No account? Create an account
JWS 0.3 - now with dynamic thread pools! - Adventures in Engineering — LiveJournal
The wanderings of a modern ronin.

Ben Cantrick
  Date: 2007-06-01 18:53
  Subject:   JWS 0.3 - now with dynamic thread pools!
  Mood:der uber-nerd
  Music:MC Plus+ - Syntax and Semantics


I've added dynamic thread pools to the JWS, using the java.util.concurrent thread pool APIs. The way these APIs works is not necessarily intuitive, so let me explain a bit. Basically, there's a distinction made between threads (which actually execute tasks), and Runnable objects (which are the tasks to be executed). In the JWS, the main thread creates a Runnable object for each incoming connection. That object goes into a thread-safe queue (the task queue) and awaits a thread that will run it.

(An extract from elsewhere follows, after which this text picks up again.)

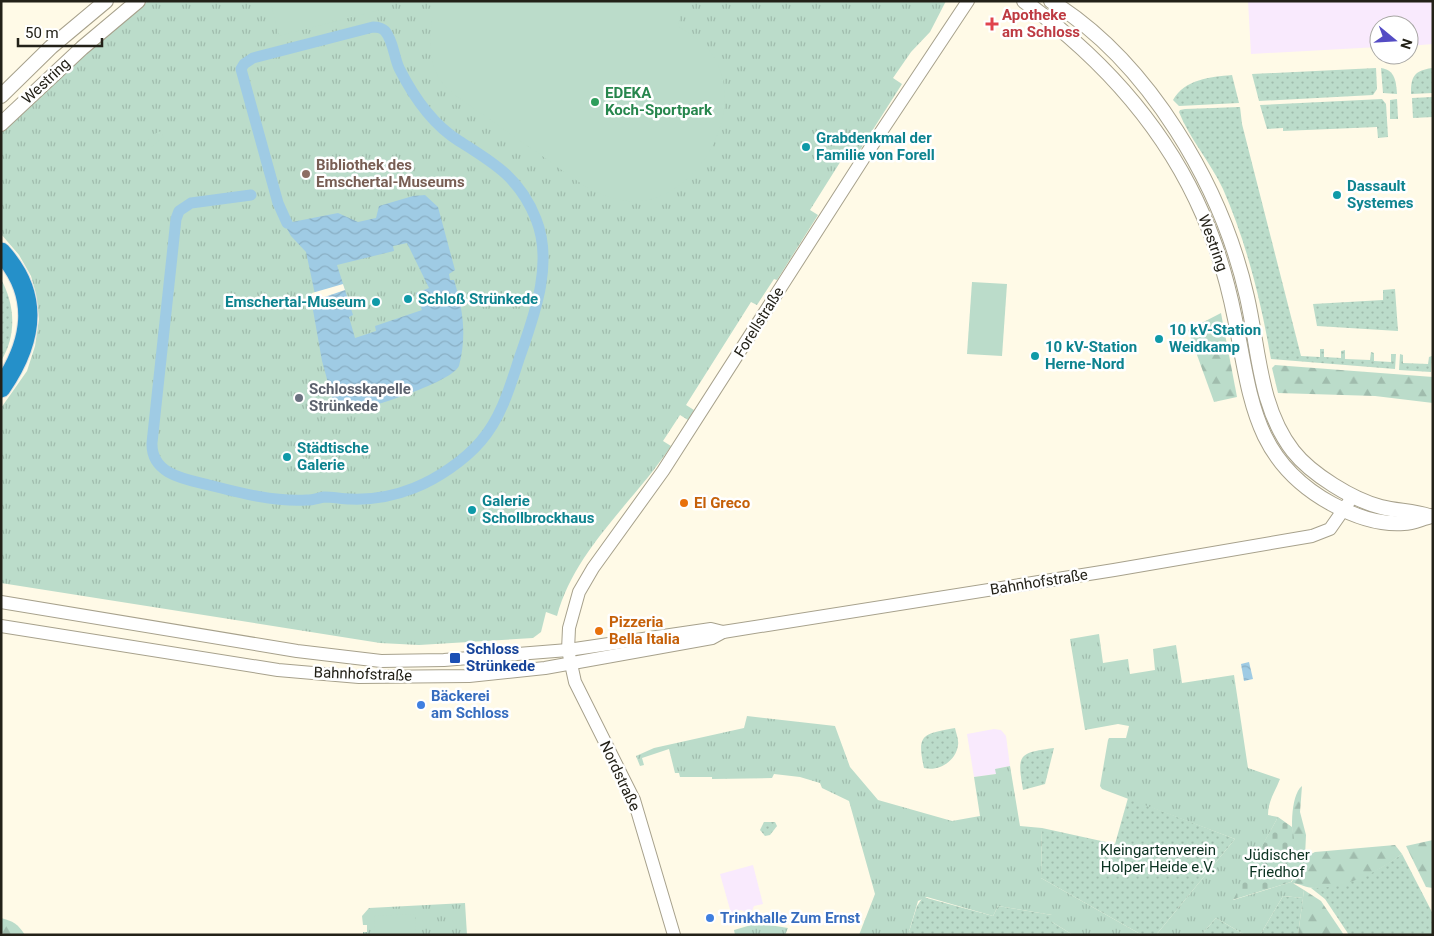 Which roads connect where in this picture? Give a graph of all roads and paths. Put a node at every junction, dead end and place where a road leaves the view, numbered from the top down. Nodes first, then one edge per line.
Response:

And this is where the thread pool comes in. The thread pool (ThreadPoolExecutor) has N threads in it. Its job is to find an idle thread, pull a Runnable object from the task queue, and use the thread to execute the object's run() method. The thread continues to execute run() until it completes and exits. That object is then presumed to be completely processed, so it is thrown away. Also, the thread is idle again. So now the thread pool can recycle that thread to process the next object from the task queue. And so it goes.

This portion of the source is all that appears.